Nathalie Tacheau : intimenta - Celle qui ne savait que faire avec ses dix doigts

                   


Il existe dans le processus imaginaire de Nathalie Tacheau un mouvement de réitération. Mais la répétition ne ferme pas : elle ouvre. D’abord à partir des croquis de ses nombreux carnets  au feutre, à l’aquarelle, à l’encre de Chine les formes féminines (rondes, ovales) créent des espaces de dérive. Le regard se perd au milieu de chevelure, de vêtements. De nudités aussi. A côté, un univers pictural liquide s’épanche sur des toiles de petit format marouflées comme sur de grands formats de papiers ou de toiles. Peintures et dessins restituent le monde selon des repères qui invitent à regarder à l’intérieur du monde caché jusque là. Il ne suffit pas de jeter un œil dessus mais de s’y arrêter. Là où la monochromie domine se mêlent le cosmos et l’intime, la surface et la profondeur en un travail subtil. Les corps demeurent énigmatiques : aussi archaïques que contemporains.
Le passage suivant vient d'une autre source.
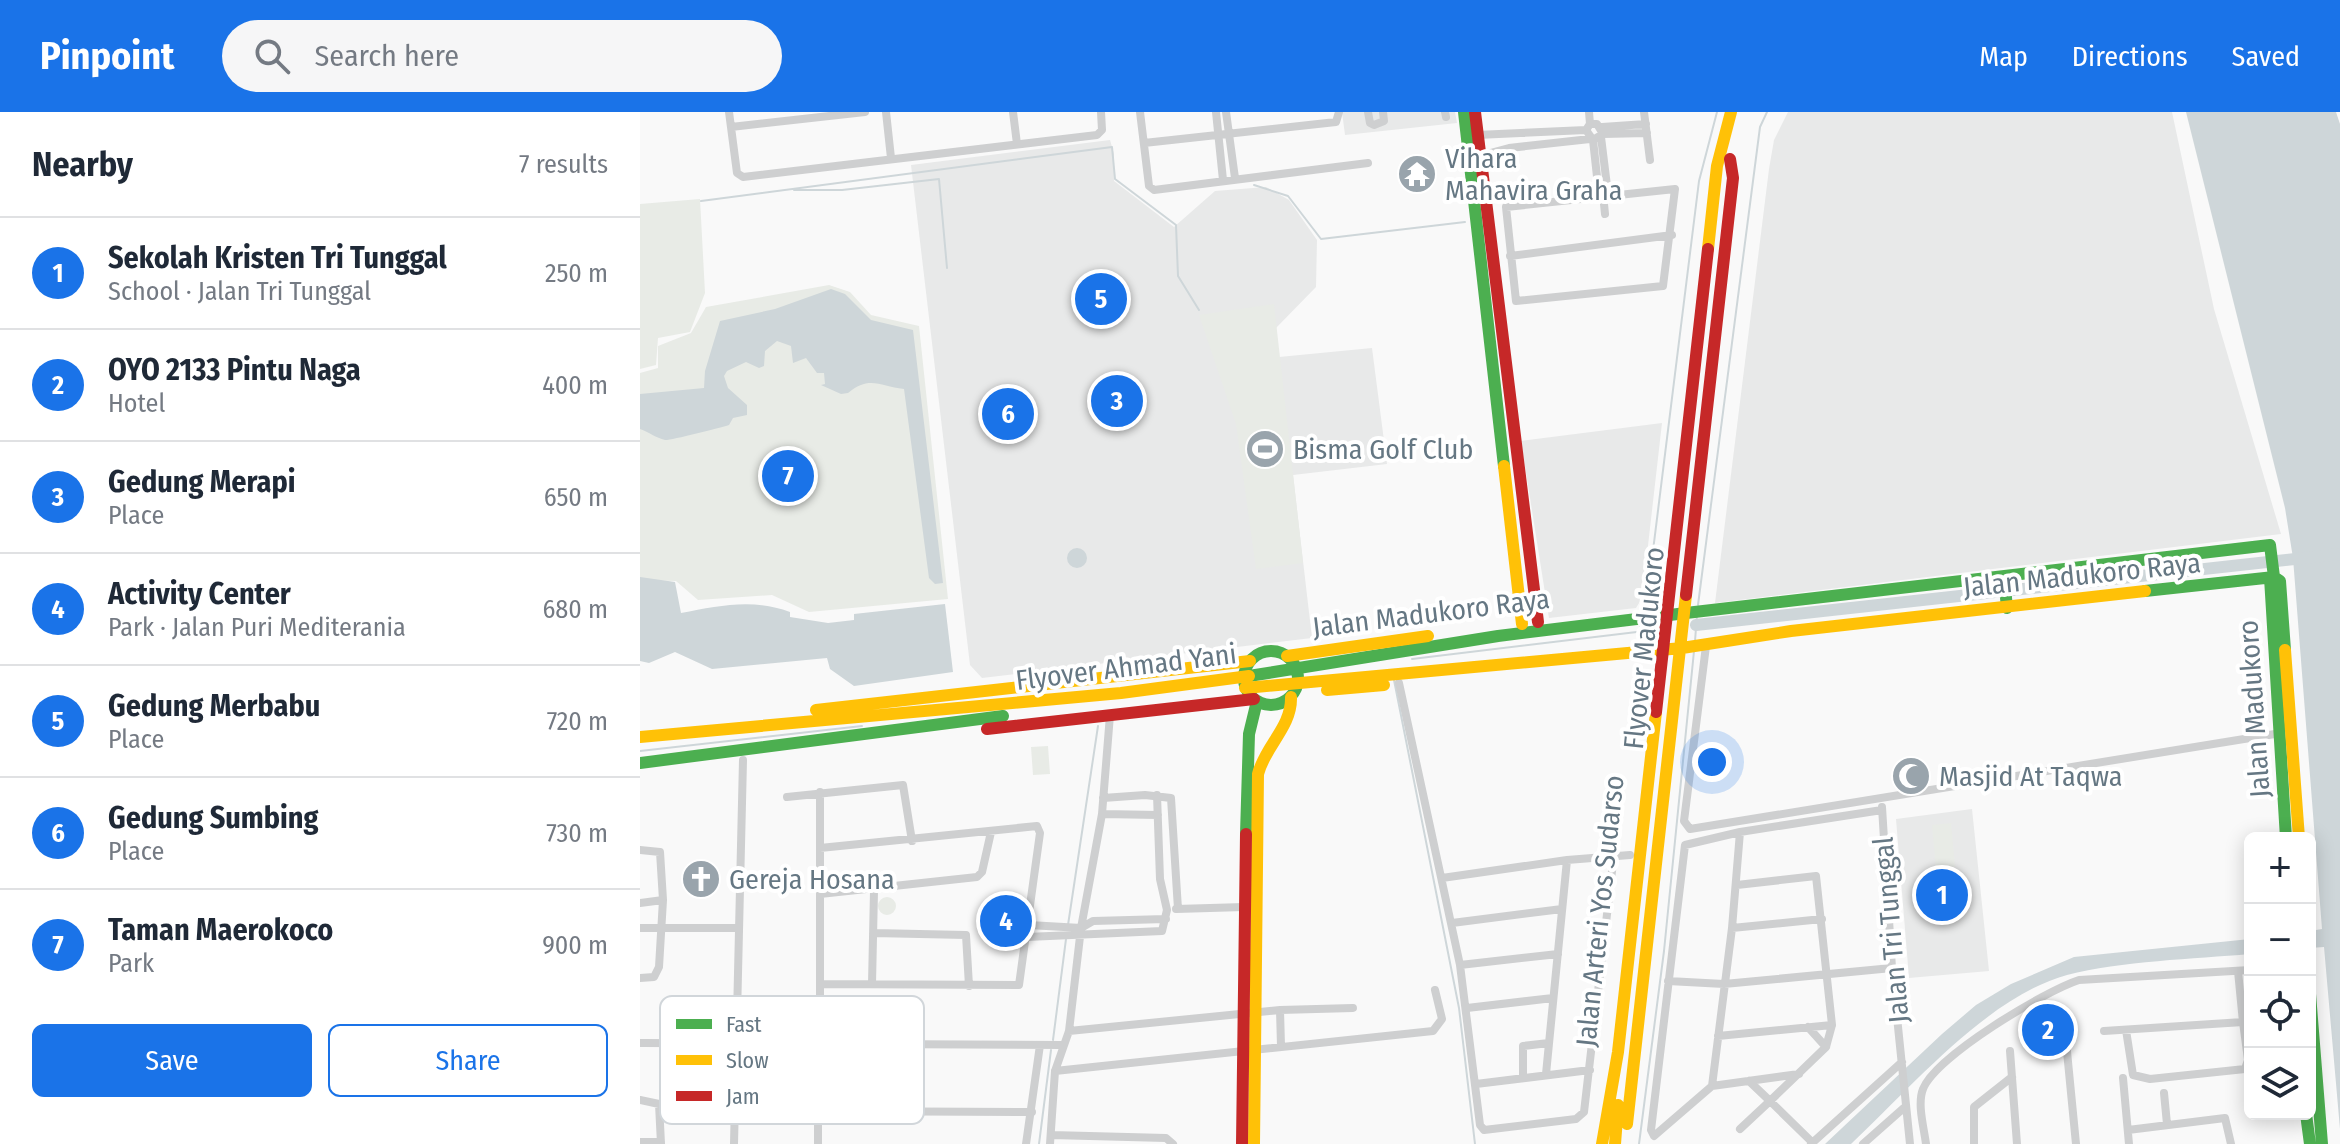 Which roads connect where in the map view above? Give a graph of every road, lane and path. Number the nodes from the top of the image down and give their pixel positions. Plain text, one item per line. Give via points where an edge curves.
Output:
1 (729, 112) edge
2 (865, 112) edge
3 (886, 112) edge
4 (1013, 112) edge
5 (1101, 112) edge
6 (1140, 112) edge
7 (1216, 112) edge
8 (1226, 112) edge
9 (1339, 112) edge
10 (1368, 112) edge
11 (1383, 112) edge
12 (1464, 112) edge
13 (1475, 112) edge
14 (1589, 112) edge
15 (1597, 112) edge
16 (1644, 112) edge
17 (1731, 112) edge
18 (1742, 112) edge
19 (731, 127) junction
20 (1646, 128) junction
21 (1595, 132) junction
22 (1228, 133) junction
23 (1218, 134) junction
24 (1477, 135) junction
25 (1527, 135) junction
26 (1505, 136) junction
27 (1144, 143) junction
28 (1017, 144) junction
29 (1528, 146) junction
30 (1507, 149) junction
31 (1479, 156) junction
32 (891, 158) junction
33 (1730, 159) junction
34 (1650, 160) dead end
35 (1368, 163) dead end
36 (1717, 166) junction
37 (1235, 178) junction
38 (1223, 180) junction
39 (1603, 194) junction
40 (1605, 214) dead end
41 (1672, 235) junction
42 (1510, 256) junction
43 (1675, 571) junction
44 (2273, 576) junction
45 (2005, 580) junction
46 (2007, 604) junction
47 (1690, 612) junction
48 (1657, 617) junction
49 (1630, 620) junction
50 (1538, 622) junction
51 (1522, 624) junction
52 (1498, 636) joint
53 (1696, 646) junction
54 (1653, 650) junction
55 (1632, 652) junction
56 (1287, 656) junction
57 (1250, 661) junction
58 (1501, 662) joint
59 (1108, 684) junction
60 (1393, 684) junction
61 (1294, 692) junction
62 (1253, 697) junction
63 (971, 699) junction
64 (1108, 712) junction
65 (974, 726) junction
66 (640, 730) edge
67 (2286, 733) junction
68 (640, 737) edge
69 (743, 760) junction
70 (640, 763) edge
71 (640, 771) edge
72 (820, 792) junction
73 (1157, 795) junction
74 (787, 797) dead end
75 (1103, 798) junction
76 (1881, 799) junction
77 (1882, 810) junction
78 (1102, 814) junction
79 (1158, 815) junction
80 (991, 832) junction
81 (1740, 832) junction
82 (2286, 832) edge
83 (2298, 832) edge
84 (912, 841) junction
85 (1173, 842) junction
86 (1157, 843) junction
87 (820, 848) junction
88 (640, 850) edge
89 (1614, 854) junction
90 (1630, 855) junction
91 (1567, 860) junction
92 (1442, 878) junction
93 (1737, 885) junction
94 (874, 891) junction
95 (820, 894) junction
96 (663, 900) junction
97 (640, 903) edge
98 (1244, 907) junction
99 (1178, 909) junction
100 (1562, 909) junction
101 (1166, 914) junction
102 (1822, 919) junction
103 (1452, 923) junction
104 (1029, 925) junction
105 (640, 928) edge
106 (739, 928) junction
107 (1732, 928) junction
108 (662, 929) junction
109 (1070, 932) junction
110 (873, 933) junction
111 (1027, 937) junction
112 (1558, 954) junction
113 (1460, 965) junction
114 (1892, 968) junction
115 (2244, 970) edge
116 (2238, 971) junction
117 (1827, 974) junction
118 (640, 978) edge
119 (1668, 981) junction
120 (820, 984) junction
121 (872, 984) junction
122 (1724, 984) junction
123 (969, 986) junction
124 (1435, 990) dead end
125 (738, 996) edge
126 (820, 996) edge
127 (1553, 998) junction
128 (1353, 1008) dead end
129 (1467, 1008) junction
130 (1280, 1010) junction
131 (1248, 1014) junction
132 (2243, 1022) junction
133 (1832, 1025) junction
134 (1808, 1027) junction
135 (2126, 1030) junction
136 (1069, 1031) junction
137 (2065, 1031) dead end
138 (2104, 1031) dead end
139 (1718, 1036) junction
140 (640, 1043) edge
141 (660, 1043) edge
142 (924, 1043) edge
143 (1549, 1043) junction
144 (1049, 1044) junction
145 (1281, 1046) junction
146 (1826, 1047) junction
147 (2314, 1048) edge
148 (1248, 1050) junction
149 (2010, 1051) dead end
150 (1902, 1064) junction
151 (1590, 1070) junction
152 (1055, 1071) junction
153 (1800, 1073) junction
154 (1546, 1074) junction
155 (1523, 1077) junction
156 (2012, 1077) junction
157 (2123, 1078) dead end
158 (1749, 1081) junction
159 (1476, 1084) junction
160 (1712, 1086) junction
161 (2164, 1093) dead end
162 (640, 1100) edge
163 (1770, 1101) junction
164 (1906, 1101) junction
165 (924, 1111) edge
166 (1032, 1112) junction
167 (1249, 1112) junction
168 (2307, 1120) edge
169 (660, 1124) edge
170 (735, 1124) edge
171 (2167, 1124) junction
172 (1740, 1129) dead end
173 (2128, 1130) junction
174 (1051, 1140) edge
175 (640, 1142) edge
176 (661, 1143) edge
177 (1609, 1143) edge
178 (1812, 1143) edge
179 (734, 1144) edge
180 (1026, 1144) edge
181 (1173, 1144) edge
182 (1242, 1144) edge
183 (1254, 1144) edge
184 (1863, 1144) edge
185 (1910, 1144) edge
186 (1926, 1144) edge
187 (1974, 1144) edge
188 (2017, 1144) edge
189 (2076, 1144) edge
190 (2129, 1144) edge
191 (2231, 1144) edge
192 (2310, 1144) edge
193 (2322, 1144) edge

1 - 19 street
2 - 19 street
3 - 32 street
4 - 28 street
5 - 28 street via 1102,130 1097,135
6 - 27 street
7 - 23 street
8 - 22 street
9 - 22 street via 1336,122
10 - 11 street via 1374,125 1384,121
12 - 51 main road
13 - 24 main road
14 - 21 street
15 - 21 street
16 - 20 street
17 - 36 main road
18 - 33 main road, Flyover Madukoro
19 - 32 street via 739,176
20 - 21 street
20 - 34 street
21 - 25 street
21 - 29 street
21 - 39 street
22 - 23 street
22 - 37 street
23 - 27 street
23 - 38 street
24 - 26 street
24 - 31 main road
25 - 26 street
25 - 29 street
26 - 30 street
27 - 38 street via 1153,189
28 - 32 street
29 - 30 street
30 - 31 street
31 - 50 main road
33 - 43 main road, Flyover Madukoro via 1720,198
33 - 47 main road via 1733,178
35 - 37 street
36 - 43 main road, Flyover Madukoro
36 - 48 main road, Jalan Arteri Yos Sudarso via 1709,175 1695,278
37 - 38 street
39 - 40 street
39 - 41 street via 1675,189
39 - 42 street via 1506,207
41 - 42 street
41 - 42 street via 1666,283 1661,287 1517,302
43 - 177 main road, Flyover Madukoro
44 - 45 main road, Jalan Madukoro Raya via 2270,545
44 - 46 main road, Jalan Madukoro Raya
44 - 67 main road via 2280,581
45 - 46 main road
45 - 47 main road, Jalan Madukoro Raya
46 - 53 main road, Jalan Madukoro Raya
47 - 48 main road, Jalan Madukoro Raya
47 - 53 main road
48 - 49 main road, Jalan Madukoro Raya
48 - 54 main road, Jalan Arteri Yos Sudarso
49 - 50 main road, Jalan Madukoro Raya via 1608,616
49 - 52 main road, Jalan Madukoro Raya
50 - 51 main road, Jalan Madukoro Raya
51 - 56 main road, Jalan Madukoro Raya
52 - 68 main road, Flyover Ahmad Yani via 1121,693
53 - 54 main road, Jalan Madukoro Raya
53 - 76 street via 1687,828
53 - 177 main road via 1627,1127
54 - 55 main road, Jalan Madukoro Raya
54 - 90 main road, Jalan Arteri Yos Sudarso
55 - 58 main road, Jalan Madukoro Raya
55 - 60 main road, Jalan Madukoro Raya
56 - 57 main road via 1269,651
56 - 61 main road via 1297,669
57 - 59 main road
57 - 62 main road via 1244,674
58 - 70 main road, Flyover Ahmad Yani via 1200,692
59 - 63 main road
59 - 64 main road
60 - 61 main road, Jalan Madukoro Raya
60 - 92 street
61 - 62 main road via 1275,705
61 - 131 main road via 1289,719 1260,761
62 - 64 main road
62 - 98 main road
63 - 65 main road
63 - 66 main road
64 - 65 main road
64 - 75 street
65 - 69 main road
67 - 76 street
67 - 82 main road, Jalan Madukoro
67 - 83 main road
69 - 71 main road
69 - 106 street
72 - 74 street
72 - 84 street via 903,785
72 - 87 street
73 - 75 street
73 - 79 street
73 - 85 street via 1171,798
75 - 78 street
76 - 77 street, Jalan Tri Tunggal
77 - 81 street
77 - 114 street, Jalan Tri Tunggal
78 - 79 street
78 - 109 street
79 - 86 street
80 - 84 street
80 - 94 street via 979,876
80 - 104 street via 1040,829
81 - 93 street
81 - 119 street via 1684,847
84 - 87 street
85 - 86 street
85 - 99 street
86 - 101 street
87 - 95 street
88 - 96 street via 660,852
89 - 90 street
89 - 91 street
89 - 151 street
90 - 177 main road, Jalan Arteri Yos Sudarso via 1600,1127
91 - 92 street
91 - 100 street
92 - 103 street
93 - 102 street via 1815,875
93 - 107 street
94 - 95 street
94 - 110 street
95 - 120 street
96 - 97 street
96 - 108 street
98 - 99 street
98 - 131 main road
99 - 101 street
100 - 103 street
100 - 112 street
101 - 109 street via 1093,921
101 - 109 street via 1164,929 1157,933
102 - 107 street
102 - 117 street
103 - 113 street
104 - 109 street
104 - 111 street
105 - 108 street
106 - 108 street
106 - 125 street
107 - 122 street
108 - 118 street via 657,974
109 - 111 street
109 - 136 street
110 - 121 street
110 - 123 street via 967,935
111 - 123 street via 1019,985
112 - 113 street
112 - 127 street
113 - 129 street
114 - 117 street
114 - 150 street, Jalan Tri Tunggal
115 - 116 street
116 - 132 street
116 - 186 street via 2079,980 2055,988 1977,1039 1927,1081 1921,1096
117 - 122 street
117 - 133 street
119 - 122 street
119 - 160 street via 1653,1135
120 - 121 street
120 - 126 street
121 - 123 street
122 - 139 street
124 - 145 street via 1442,1019 1436,1030
127 - 129 street
127 - 143 street
128 - 130 street
129 - 159 street
130 - 131 street
130 - 145 street
131 - 136 street
131 - 148 main road
132 - 135 street
132 - 135 street via 2245,1069 2150,1079 2133,1075
133 - 134 street
133 - 146 street
134 - 139 street
134 - 146 street
135 - 138 street
136 - 144 street
137 - 189 street
139 - 160 street
140 - 141 street
142 - 144 street
143 - 154 street
143 - 155 street via 1523,1046
144 - 152 street
144 - 166 street
145 - 148 street
146 - 153 street
147 - 193 main road
148 - 152 street
148 - 167 main road
149 - 156 street
150 - 164 street, Jalan Tri Tunggal
150 - 178 street
151 - 154 street
151 - 159 street via 1587,1107 1579,1118 1494,1131 1480,1125
152 - 174 street
153 - 158 street
153 - 163 street
154 - 155 street
155 - 159 street
156 - 187 street via 1975,1104
156 - 188 street
157 - 173 street
158 - 160 street
158 - 163 street
161 - 171 street
162 - 169 street via 659,1104
163 - 172 street
163 - 178 street
164 - 184 street
164 - 185 street
165 - 166 street
166 - 180 street
167 - 182 main road
167 - 183 main road
168 - 192 main road
170 - 179 street
171 - 173 street
171 - 191 street via 2225,1118
173 - 190 street
174 - 181 street via 1169,1138
175 - 176 street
Coexistent  l’éparpillement, la dissémination mais selon une unité profonde. Entre lyrisme et drôlerie se retrouve une des problématiques passionnantes  de l’art contemporain : le rapport qu’il entretient avec la re-présentation du corps. Nathalie Tacheau la renouvelle et apporte sa contribution non négligeable à une conception plus large et plus complexe de la dialectique entre l’imaginaire et la réalité.

 

Avec intelligence et fausse naïveté  l’artiste prouve que la peinture et le dessin - pour signifier - ne jouent que sur eux-même afin que se repère particulièrement la place de l'être confronté au réel. Par les nus (mais pas seulement) se repèrent les archétypes de la féminité.  Jamais théoricienne la plasticienne noie volontairement le poisson de l’art dans l’eau de son bain pour faire surgir d’autres présences au fond de l'abîme de la présence. Le moi dissous,  l'identité perdue du féminin  se coltinent avec ce qu’il en est du dessin et de la peinture : un support, de la matière, des pinceaux ou des crayons, des plumes. Avec ces « pauvres » armes l'art de Nathalie Tacheau trouve une nouvelle dimension. Nul en sort indemne pas même la créatrice. C’est là l’enjeu de sa quête. Car si pour le philosophe la réalité se constitue en chaos, un chaos sans image, l’artiste lutte contre lui et pour elles.  Et non sans (douce) provocation. Il ne faut pas cependant prendre Nathalie Tacheau pour une inoffensive loufoque. Elle fait bouger le monde et sa représentation.

 

Jean-Paul Gavard-Perret

 

Exposition « Intimenta » sur une proposition de Paul-Armand Gette, Réflexion collective autour de la place de l’intime dans la création artistique actuelle face au monumentalisme ambiant, Galerie « Une Poussière dans l’œil », Villeneuve d’Ascq du samedi 16 mai au samedi 4 juillet 2015.